If you recruit in a ‘Candidate Driven’ market, it’s time to rethink you advertising strategy!

Candidate driven market is a phrase one hears from the recruiters when their usual sourcing channels dry up. It is happening now in most countries with the job sites. People expect a bit more from a web site but just a directory listing that a job sites mostly are. In the recruitment agency dominated markets like UK and Ireland, it really isn’t that exciting looking at the job descriptions that do their best to hide who the employer is, where exactly the job is, what is the salary offered, and anything else that could actually make the job advertisement attractive to the potential job seeker?
 
 
Candidate Driven jobs market
 
 
No applications on your jobs advertised on job sites and your own site is a reflection of the different expectations of the visitor of any site on the web today.

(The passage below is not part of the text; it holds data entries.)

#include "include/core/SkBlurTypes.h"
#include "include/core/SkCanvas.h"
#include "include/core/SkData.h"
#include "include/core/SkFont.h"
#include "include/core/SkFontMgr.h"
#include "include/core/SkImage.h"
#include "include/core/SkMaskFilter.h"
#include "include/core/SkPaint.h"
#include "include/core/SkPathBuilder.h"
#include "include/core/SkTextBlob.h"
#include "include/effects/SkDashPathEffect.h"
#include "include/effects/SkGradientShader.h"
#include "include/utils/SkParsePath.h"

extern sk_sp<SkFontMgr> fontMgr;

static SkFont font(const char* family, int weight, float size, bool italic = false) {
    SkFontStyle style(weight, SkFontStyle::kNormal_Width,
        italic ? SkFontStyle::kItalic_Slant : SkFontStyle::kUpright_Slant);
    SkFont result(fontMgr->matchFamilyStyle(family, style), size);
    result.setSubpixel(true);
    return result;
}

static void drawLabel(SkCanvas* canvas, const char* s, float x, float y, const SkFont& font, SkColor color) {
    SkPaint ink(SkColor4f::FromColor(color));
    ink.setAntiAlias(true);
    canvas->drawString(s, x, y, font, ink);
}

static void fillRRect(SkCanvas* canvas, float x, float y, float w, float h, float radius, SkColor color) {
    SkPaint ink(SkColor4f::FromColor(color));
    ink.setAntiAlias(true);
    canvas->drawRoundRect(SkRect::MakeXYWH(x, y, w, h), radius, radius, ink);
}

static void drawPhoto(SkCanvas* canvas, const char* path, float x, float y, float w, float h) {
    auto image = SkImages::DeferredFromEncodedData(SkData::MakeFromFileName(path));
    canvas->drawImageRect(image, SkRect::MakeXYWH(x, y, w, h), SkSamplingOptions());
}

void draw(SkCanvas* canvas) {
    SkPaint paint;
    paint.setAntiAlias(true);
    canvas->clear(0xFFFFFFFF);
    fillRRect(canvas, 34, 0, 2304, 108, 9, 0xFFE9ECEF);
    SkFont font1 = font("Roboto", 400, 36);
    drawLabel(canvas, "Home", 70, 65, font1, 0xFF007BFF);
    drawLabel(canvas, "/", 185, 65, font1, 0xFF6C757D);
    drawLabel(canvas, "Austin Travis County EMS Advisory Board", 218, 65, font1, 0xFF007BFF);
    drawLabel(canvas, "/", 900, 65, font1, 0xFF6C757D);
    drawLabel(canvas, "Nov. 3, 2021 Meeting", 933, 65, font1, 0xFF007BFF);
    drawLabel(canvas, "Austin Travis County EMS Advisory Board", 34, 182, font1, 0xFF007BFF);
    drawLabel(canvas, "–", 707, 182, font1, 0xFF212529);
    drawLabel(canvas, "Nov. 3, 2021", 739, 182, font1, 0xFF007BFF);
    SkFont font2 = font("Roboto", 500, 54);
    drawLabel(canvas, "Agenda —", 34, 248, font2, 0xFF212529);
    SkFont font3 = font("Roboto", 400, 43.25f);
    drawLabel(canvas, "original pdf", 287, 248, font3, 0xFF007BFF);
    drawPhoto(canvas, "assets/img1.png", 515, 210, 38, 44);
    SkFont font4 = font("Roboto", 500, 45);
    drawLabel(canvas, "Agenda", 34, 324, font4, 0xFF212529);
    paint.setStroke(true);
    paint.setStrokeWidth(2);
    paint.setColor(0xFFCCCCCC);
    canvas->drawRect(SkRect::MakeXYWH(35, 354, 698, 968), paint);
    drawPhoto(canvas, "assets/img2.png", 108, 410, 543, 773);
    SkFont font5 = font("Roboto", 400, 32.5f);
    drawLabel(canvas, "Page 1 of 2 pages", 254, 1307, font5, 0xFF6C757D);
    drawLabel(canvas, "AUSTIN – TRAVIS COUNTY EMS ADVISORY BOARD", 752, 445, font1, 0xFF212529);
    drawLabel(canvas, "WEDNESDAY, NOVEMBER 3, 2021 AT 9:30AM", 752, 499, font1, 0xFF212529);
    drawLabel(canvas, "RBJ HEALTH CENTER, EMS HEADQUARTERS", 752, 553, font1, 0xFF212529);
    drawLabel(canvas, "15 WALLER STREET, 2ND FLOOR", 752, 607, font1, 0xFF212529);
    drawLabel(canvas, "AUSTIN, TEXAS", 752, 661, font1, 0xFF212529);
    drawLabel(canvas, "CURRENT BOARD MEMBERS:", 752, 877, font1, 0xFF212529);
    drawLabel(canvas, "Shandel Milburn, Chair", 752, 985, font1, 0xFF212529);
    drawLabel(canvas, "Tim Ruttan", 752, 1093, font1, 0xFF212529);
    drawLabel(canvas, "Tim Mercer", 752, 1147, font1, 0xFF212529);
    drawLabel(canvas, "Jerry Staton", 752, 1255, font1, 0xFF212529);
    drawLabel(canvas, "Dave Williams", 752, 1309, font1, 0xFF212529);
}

Why on earth do you think anyone would like a web page with a sterile job description and click the ‘I Like’ button? Why would anyone share it to his friends? “Maybe I know someone?”. Well whoever I know I would never send to a vanilla job spec without any real info about the job or a company itself.

 
 
No application to your jobs advertised does not mean that there are no candidates around. Even dressing the issue nicely into the lovely phrase ‘Candidate Driven Market’, doesn’t help the fact that your attraction, advertising & sourcing technique is not working.
 
 
Recruiter Driven jobs market
 
 
You should control your industry as much as you can. Influence, participate, network, communicate, publish, share, lead, innovate, comment, ask, answer, organise, … be active. Be seen. Be Known (Didn’t Monster use that recently as a product name?). Candidate driven jobs market is happening to the recruiters that simply do not follow the candidates. Not all candidates change their behaviour all at once. A recruiter should look at the trends. It might be more worth recruiting from the source (media) where there are less candidates if there is relatively far smaller number of recruiters.
 
 
The initial success in sourcing candidates via the social media that the early adopters have recorded is a classic sample. It is not easy to recruit on Facebook or twitter. But guess what? No one is recruiting there! Whoever you find is very unlikely to have ever spoken (gen y) to a recruiter ever!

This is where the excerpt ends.